Saved data entries
▽

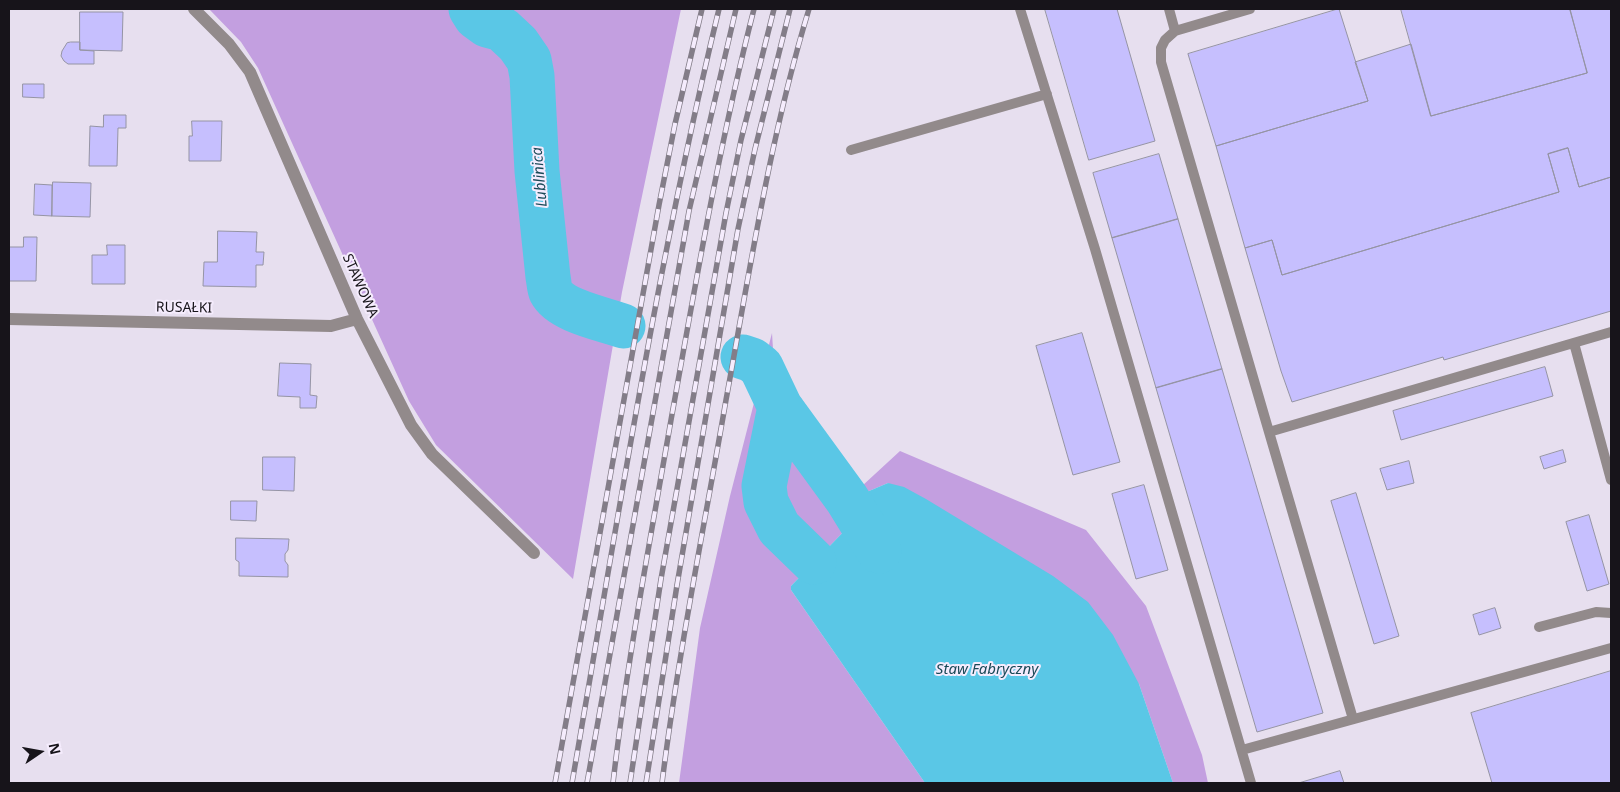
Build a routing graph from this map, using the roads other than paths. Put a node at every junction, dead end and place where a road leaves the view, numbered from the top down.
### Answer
1 (194, 9) edge
2 (1020, 9) edge
3 (1169, 9) edge
4 (1250, 9) edge
5 (1175, 31) junction
6 (1047, 94) junction
7 (851, 150) dead end
8 (357, 318) junction
9 (9, 319) edge
10 (1611, 332) edge
11 (1574, 343) junction
12 (1269, 432) junction
13 (1611, 480) edge
14 (534, 553) dead end
15 (1611, 612) edge
16 (1539, 627) dead end
17 (1611, 648) edge
18 (1353, 719) junction
19 (1242, 750) junction
20 (1251, 783) edge

1 - 8 street, STAWOWA
2 - 6 lane
3 - 5 lane
4 - 5 lane
5 - 12 lane
6 - 7 lane
6 - 19 lane
8 - 9 street, RUSAŁKI
8 - 14 street, STAWOWA
10 - 11 lane
11 - 12 lane
11 - 13 lane
12 - 18 lane
15 - 16 lane
17 - 18 lane
18 - 19 lane
19 - 20 lane

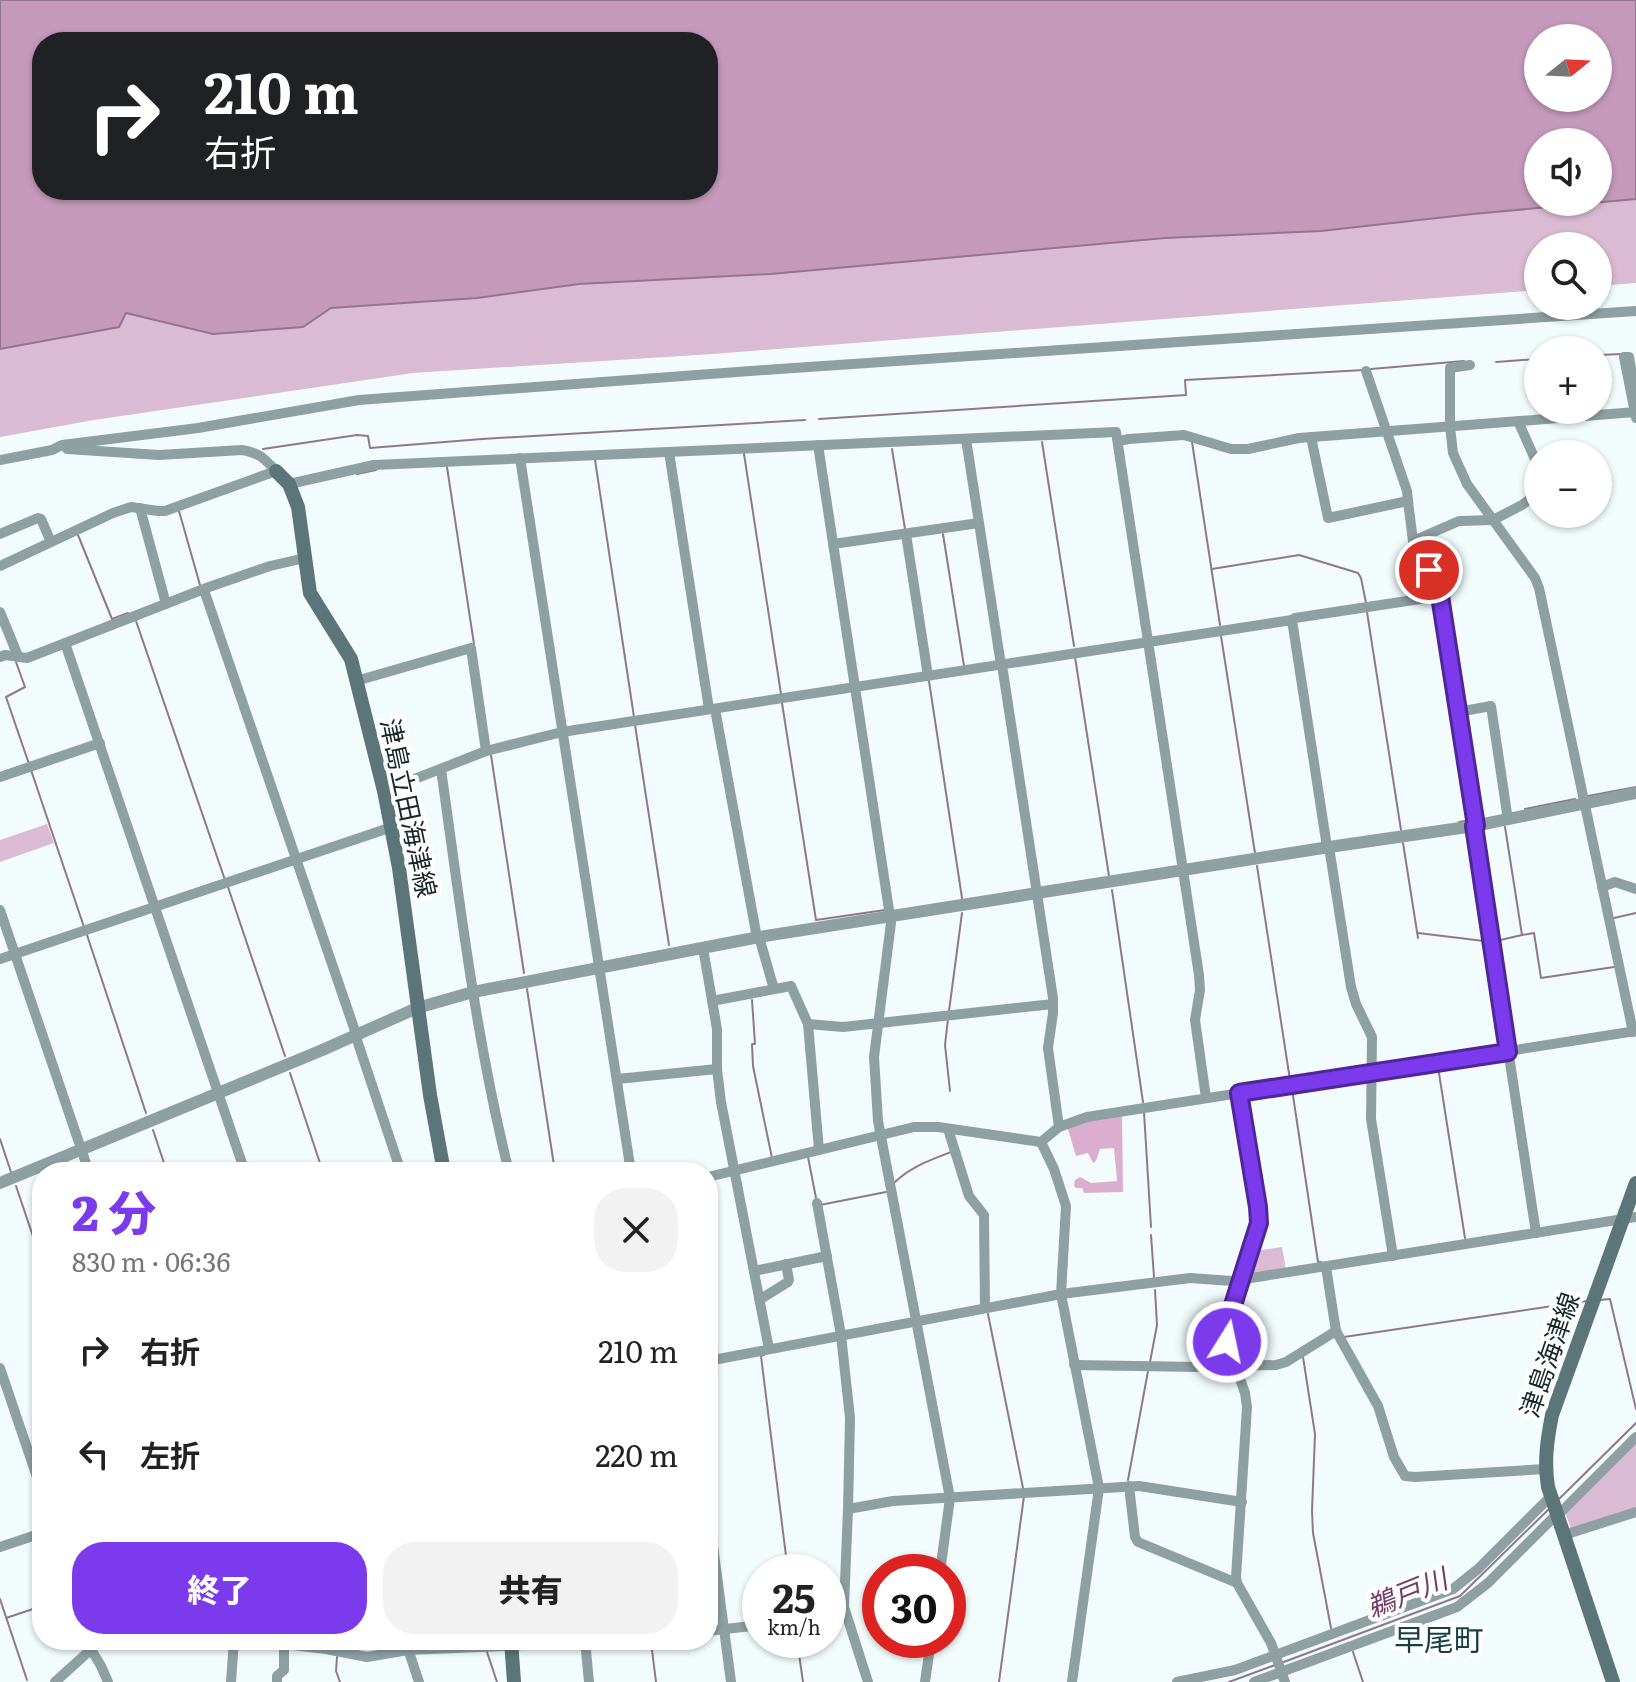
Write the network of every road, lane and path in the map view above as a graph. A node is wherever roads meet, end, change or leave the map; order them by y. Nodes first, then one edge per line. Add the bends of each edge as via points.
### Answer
1 (1636, 311) edge
2 (1626, 357) dead end
3 (1470, 365) dead end
4 (1366, 371) dead end
5 (1635, 408) edge
6 (1518, 421) junction
7 (1450, 427) junction
8 (1386, 429) junction
9 (1311, 437) junction
10 (966, 439) junction
11 (1526, 440) edge
12 (1118, 441) junction
13 (62, 445) junction
14 (818, 445) junction
15 (669, 452) junction
16 (520, 458) junction
17 (0, 460) edge
18 (276, 471) junction
19 (289, 484) junction
20 (1408, 501) junction
21 (1524, 504) edge
22 (140, 508) junction
23 (1493, 520) junction
24 (979, 523) junction
25 (0, 534) edge
26 (906, 534) junction
27 (1413, 541) junction
28 (51, 542) junction
29 (833, 544) junction
30 (305, 558) junction
31 (0, 566) edge
32 (204, 590) junction
33 (1440, 596) junction
34 (166, 604) junction
35 (0, 612) edge
36 (1292, 620) junction
37 (1147, 641) junction
38 (65, 643) junction
39 (18, 656) junction
40 (0, 657) edge
41 (1002, 665) junction
42 (928, 676) junction
43 (356, 681) junction
44 (855, 687) junction
45 (712, 709) junction
46 (1458, 712) junction
47 (562, 732) junction
48 (100, 743) junction
49 (486, 751) junction
50 (441, 769) junction
51 (0, 777) edge
52 (384, 791) junction
53 (1636, 793) edge
54 (1583, 804) junction
55 (1508, 820) junction
56 (1475, 826) junction
57 (392, 827) junction
58 (1328, 847) junction
59 (296, 858) junction
60 (1183, 871) junction
61 (1602, 887) junction
62 (1636, 889) edge
63 (1038, 894) junction
64 (155, 906) junction
65 (0, 910) edge
66 (890, 917) junction
67 (758, 938) junction
68 (703, 948) junction
69 (15, 954) junction
70 (0, 959) edge
71 (598, 967) junction
72 (774, 989) junction
73 (473, 992) junction
74 (712, 1001) junction
75 (1053, 1004) junction
76 (417, 1008) junction
77 (879, 1023) junction
78 (808, 1024) junction
79 (1634, 1032) edge
80 (355, 1034) junction
81 (1508, 1052) junction
82 (717, 1069) junction
83 (1373, 1072) junction
84 (617, 1079) junction
85 (218, 1093) junction
86 (1239, 1093) junction
87 (1206, 1098) junction
88 (1059, 1127) junction
89 (948, 1129) junction
90 (879, 1136) junction
91 (1041, 1142) junction
92 (81, 1149) junction
93 (819, 1150) junction
94 (50, 1162) edge
95 (86, 1162) edge
96 (242, 1162) edge
97 (398, 1162) edge
98 (442, 1162) edge
99 (506, 1162) edge
100 (629, 1162) edge
101 (32, 1170) edge
102 (734, 1171) junction
103 (718, 1175) edge
104 (0, 1183) edge
105 (1636, 1183) edge
106 (817, 1203) dead end
107 (1629, 1219) edge
108 (1536, 1233) junction
109 (827, 1256) junction
110 (1393, 1256) junction
111 (786, 1264) junction
112 (1326, 1267) junction
113 (754, 1271) junction
114 (1242, 1280) junction
115 (1061, 1294) junction
116 (759, 1298) junction
117 (985, 1308) junction
118 (915, 1320) junction
119 (1336, 1331) junction
120 (841, 1335) junction
121 (769, 1349) junction
122 (718, 1359) edge
123 (1074, 1365) junction
124 (1235, 1366) junction
125 (0, 1368) edge
126 (1636, 1437) edge
127 (32, 1462) edge
128 (1545, 1469) junction
129 (1129, 1486) junction
130 (1099, 1488) junction
131 (950, 1498) junction
132 (1242, 1502) junction
133 (1555, 1507) junction
134 (848, 1509) junction
135 (1636, 1512) edge
136 (1564, 1535) junction
137 (32, 1536) edge
138 (0, 1547) edge
139 (942, 1554) edge
140 (846, 1558) edge
141 (1237, 1583) junction
142 (718, 1584) edge
143 (846, 1615) edge
144 (742, 1627) edge
145 (724, 1629) junction
146 (718, 1630) edge
147 (90, 1650) edge
148 (99, 1650) edge
149 (233, 1650) edge
150 (281, 1650) edge
151 (331, 1650) edge
152 (390, 1650) edge
153 (408, 1650) edge
154 (512, 1650) edge
155 (586, 1650) edge
156 (1276, 1656) junction
157 (928, 1658) edge
158 (1282, 1675) edge
159 (55, 1682) edge
160 (108, 1682) edge
161 (231, 1682) edge
162 (277, 1682) edge
163 (419, 1682) edge
164 (514, 1682) edge
165 (589, 1682) edge
166 (731, 1682) edge
167 (868, 1682) edge
168 (925, 1682) edge
169 (1072, 1682) edge
170 (1177, 1682) edge
171 (1254, 1682) edge
172 (1613, 1682) edge

1 - 13 street via 359,400
2 - 5 street
3 - 7 street via 1450,368
4 - 8 street
5 - 6 street
6 - 7 street
6 - 11 street
7 - 8 street
7 - 23 street via 1459,467
8 - 9 street
8 - 20 street
9 - 12 street via 1248,449 1184,435
9 - 20 street via 1328,518
10 - 12 street via 1116,432
10 - 14 street
10 - 24 street
12 - 37 street
13 - 17 street
13 - 18 street via 159,455 242,450 264,458
14 - 15 street
14 - 29 street
15 - 16 street
15 - 45 street
16 - 19 street via 374,465
16 - 47 street
18 - 19 main road, 津島立田海津線
18 - 22 street via 165,511
19 - 30 main road, 津島立田海津線
20 - 27 street
21 - 23 street
22 - 28 street via 113,513
22 - 34 street
23 - 27 street via 1459,521
23 - 54 street via 1539,588
24 - 26 street
24 - 41 street
25 - 28 street via 38,518
26 - 29 street
26 - 42 street
27 - 33 street
28 - 31 street
29 - 44 street
30 - 32 street
30 - 43 main road, 津島立田海津線 via 310,593 351,659
32 - 34 street
32 - 59 street
33 - 36 street
33 - 46 street
34 - 38 street
35 - 39 street
36 - 37 street
36 - 58 street
37 - 41 street
37 - 60 street
38 - 39 street via 27,658
38 - 48 street
39 - 40 street
41 - 42 street
41 - 63 street
42 - 44 street
43 - 49 street via 471,648
43 - 52 main road, 津島立田海津線
44 - 45 street
44 - 66 street
45 - 47 street
45 - 67 street
46 - 55 street via 1491,706
46 - 56 street
47 - 49 street
47 - 71 street
48 - 51 street
48 - 64 street
49 - 50 street
50 - 52 street
50 - 73 street
52 - 57 main road, 津島立田海津線
53 - 54 street
54 - 55 street
54 - 61 street
55 - 56 street
56 - 58 street
56 - 81 street
57 - 59 street
57 - 76 main road, 津島立田海津線
58 - 60 street
58 - 83 street via 1351,987 1372,1037
59 - 64 street
59 - 80 street
60 - 63 street
60 - 87 street via 1199,975 1195,1020
61 - 62 street via 1615,882
61 - 79 street
63 - 66 street
63 - 75 street
64 - 69 street
64 - 85 street
65 - 69 street
66 - 67 street
66 - 77 street
67 - 68 street
67 - 72 street
68 - 71 street
68 - 74 street
69 - 70 street
69 - 92 street
71 - 73 street
71 - 84 street
72 - 74 street
72 - 78 street via 791,986
73 - 76 street
73 - 99 street
74 - 82 street
75 - 77 street
75 - 88 street via 1048,1048
76 - 80 street
76 - 98 main road, 津島立田海津線
77 - 78 street
77 - 90 street via 874,1057
78 - 93 street
79 - 81 street
80 - 85 street
80 - 97 street
81 - 83 street
81 - 108 street
82 - 84 street
82 - 102 street
83 - 86 street
83 - 110 street via 1371,1119
84 - 100 street
85 - 92 street
85 - 96 street
86 - 87 street
86 - 114 street via 1259,1216
87 - 88 street via 1087,1117
88 - 91 street
89 - 90 street via 914,1127
89 - 91 street
89 - 117 street via 969,1196 984,1215
90 - 93 street
90 - 118 street
91 - 115 street via 1066,1206
92 - 94 street
92 - 95 street
93 - 102 street
101 - 104 street
102 - 103 street
102 - 113 street
105 - 107 main road, 津島海津線
106 - 109 street
107 - 108 street
107 - 128 main road, 津島海津線 via 1552,1415
108 - 110 street
109 - 111 street
109 - 120 street
110 - 112 street
111 - 113 street
111 - 116 street via 788,1282
112 - 114 street
112 - 119 street
113 - 116 street
114 - 115 street via 1190,1278
114 - 124 street via 1227,1324
115 - 117 street
115 - 123 street
116 - 121 street
117 - 118 street
118 - 120 street
118 - 131 street
119 - 124 street via 1279,1365
119 - 128 street via 1378,1406 1405,1476
120 - 121 street
120 - 134 street via 850,1418
121 - 122 street
123 - 124 street
123 - 130 street
124 - 132 street via 1247,1407
125 - 127 street
126 - 133 street
128 - 133 main road, 津島海津線
129 - 130 street
129 - 132 street
129 - 141 street via 1138,1542
130 - 131 street
130 - 169 street
131 - 134 street
131 - 139 street
132 - 141 street
133 - 136 main road, 津島海津線
133 - 156 street via 1453,1589
133 - 158 street via 1464,1603
134 - 140 street
135 - 136 street
136 - 172 main road, 津島海津線
137 - 138 street
141 - 156 street
142 - 145 street
143 - 167 street
144 - 145 street
145 - 146 street
145 - 166 street
147 - 159 street
148 - 160 street
149 - 161 street
150 - 162 street via 284,1670
151 - 152 street via 367,1657
153 - 163 street
154 - 164 main road
155 - 165 street
156 - 158 street
156 - 170 street
157 - 168 street
158 - 171 street

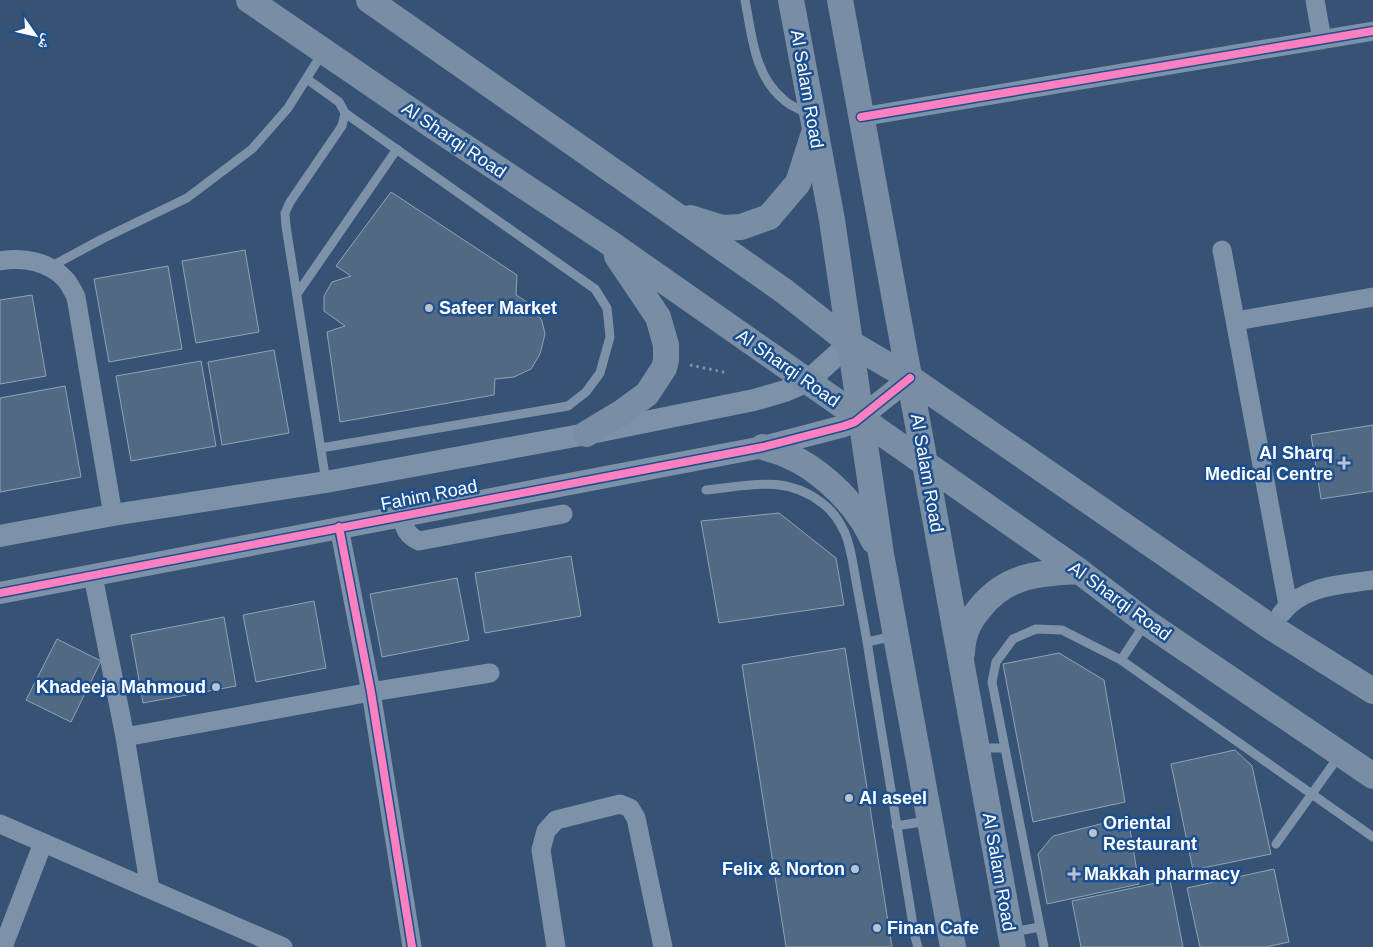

△

:: Activity ::
The word to look for is "津島立田海津線"; copy out every line of the entries that holds it.

:: Solution below ::
18 - 19 main road, 津島立田海津線
19 - 30 main road, 津島立田海津線
30 - 43 main road, 津島立田海津線 via 310,593 351,659
43 - 52 main road, 津島立田海津線
52 - 57 main road, 津島立田海津線
57 - 76 main road, 津島立田海津線
76 - 98 main road, 津島立田海津線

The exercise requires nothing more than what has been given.